Painting by Ed Ruscha. |
My own exterior and the spaces I occupy are candidates for sprucing up. Little by little I work toward a mythical day of declaring all officially spruced. The interior is a different business. I don't imagine a day of completed interior tidying. I declare myself a work in progress and leave it at that.
These thoughts were sparked by beginning, last Saturday, year two of a daily chair yoga practice. That year one is now in the record books seems a miracle or something very much like one. When we were told "one day at a time," in our best moments we hoped we could manage such seemingly small increments. Continuity is created with baby steps. That a year now passes so swiftly is a mixed blessing. That time, as I experience it, simply evaporates, often without a trace, is disturbing. Yet its quality of vanishing even as I observe it makes 365 days of committed practice more possible than I could have guessed. Next is the addition of daily art, either as work or play. There are goals and desires. I see daily work as the only reliable road.
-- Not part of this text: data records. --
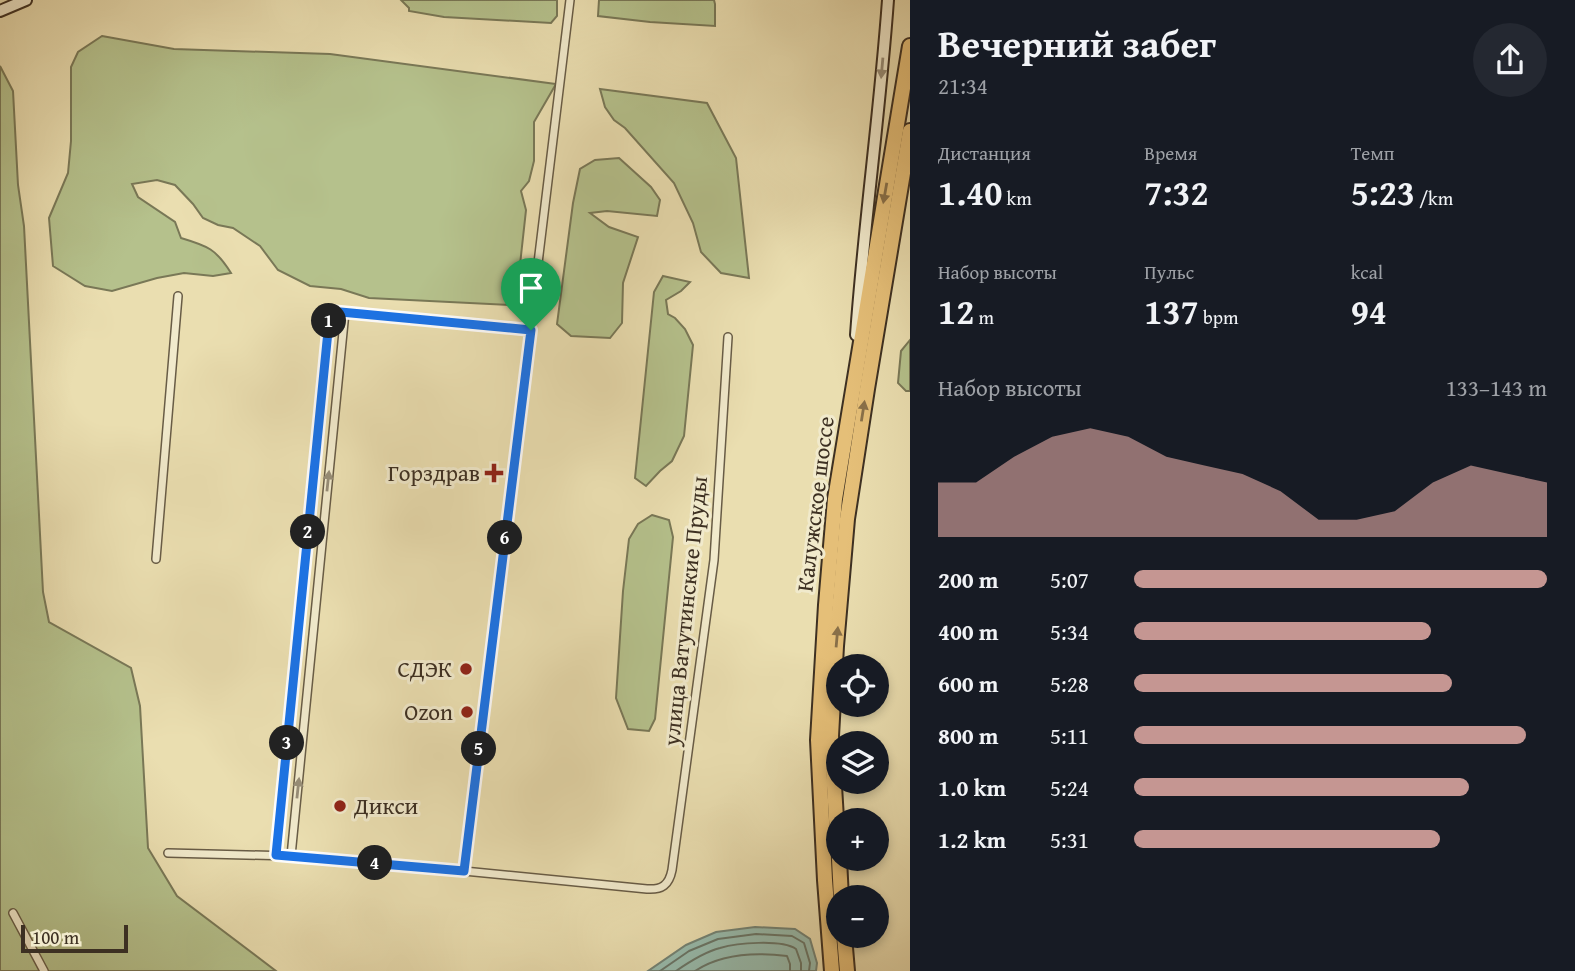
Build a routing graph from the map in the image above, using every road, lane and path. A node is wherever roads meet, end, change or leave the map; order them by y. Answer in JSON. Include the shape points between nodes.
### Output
{"nodes":[{"id":1,"x":26,"y":0,"type":"edge"},
{"id":2,"x":570,"y":0,"type":"edge"},
{"id":3,"x":888,"y":0,"type":"edge"},
{"id":4,"x":0,"y":11,"type":"edge"},
{"id":5,"x":910,"y":46,"type":"edge"},
{"id":6,"x":910,"y":131,"type":"edge"},
{"id":7,"x":178,"y":296,"type":"dead end"},
{"id":8,"x":345,"y":312,"type":"junction"},
{"id":9,"x":531,"y":330,"type":"junction"},
{"id":10,"x":728,"y":337,"type":"dead end"},
{"id":11,"x":853,"y":386,"type":"junction"},
{"id":12,"x":156,"y":559,"type":"dead end"},
{"id":13,"x":835,"y":808,"type":"edge"},
{"id":14,"x":169,"y":853,"type":"dead end"},
{"id":15,"x":276,"y":855,"type":"junction"},
{"id":16,"x":291,"y":856,"type":"junction"},
{"id":17,"x":464,"y":871,"type":"junction"},
{"id":18,"x":13,"y":914,"type":"dead end"},
{"id":19,"x":845,"y":948,"type":"edge"},
{"id":20,"x":44,"y":971,"type":"edge"},
{"id":21,"x":832,"y":971,"type":"edge"},
{"id":22,"x":847,"y":971,"type":"edge"}],
"edges":[{"from":1,"to":4,"type":"main road"},
{"from":2,"to":9,"type":"street"},
{"from":3,"to":11,"type":"main road","one_way":true},
{"from":5,"to":11,"type":"highway","name":"Калужское шоссе","one_way":true},
{"from":13,"to":6,"type":"highway","name":"Калужское шоссе","one_way":true,"via":[[831,736],[847,519]]},
{"from":7,"to":12,"type":"street"},
{"from":8,"to":9,"type":"street"},
{"from":8,"to":15,"type":"street","via":[[330,311]]},
{"from":16,"to":8,"type":"street","one_way":true},
{"from":9,"to":17,"type":"street"},
{"from":10,"to":17,"type":"street","name":"улица Ватутинские Пруды","via":[[714,560],[670,879],[656,890]]},
{"from":11,"to":21,"type":"highway","name":"Калужское шоссе","via":[[835,499],[818,740]]},
{"from":14,"to":15,"type":"street"},
{"from":15,"to":16,"type":"street"},
{"from":16,"to":17,"type":"street"},
{"from":18,"to":20,"type":"street"},
{"from":19,"to":22,"type":"highway"}]}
Another interior assignment is rumination or the clearing of unhelpful thoughts, replacing them with ways of seeing that lead me away from chaos. We seem generally to have been stockpiling chaos and are now cursed with a surplus which threatens to engulf everything. If ground coffee still came in cans, I could pour mine into the empty ones as I once did bacon grease. If I still had a back yard I could bury them there. Beneath the pine and the camellia bushes, the earth was shady and damp in all four seasons. In the absence of coffee cans and a private, walled garden, I've sought other solutions.
I adhere to the belief that our capacity for change is infinite. We do what we can, with what we have, from where we are. I realize that in my younger life, and possibly still today, I have been stupid in a thousand different ways. If I could go back, there is much I would do differently. But we only know what we know when we know it, if at all. I believe that simply being kind in any and all situations will never be a bad choice for me. I know that, once spoken, harsh words cannot be unsaid.
This, this living, is all so temporary and fragile, so finite. Everything we love is really just on loan and we are wise to treat everyone and everything that matters as sacred. We befriend and, one hopes, become the better angels we seek.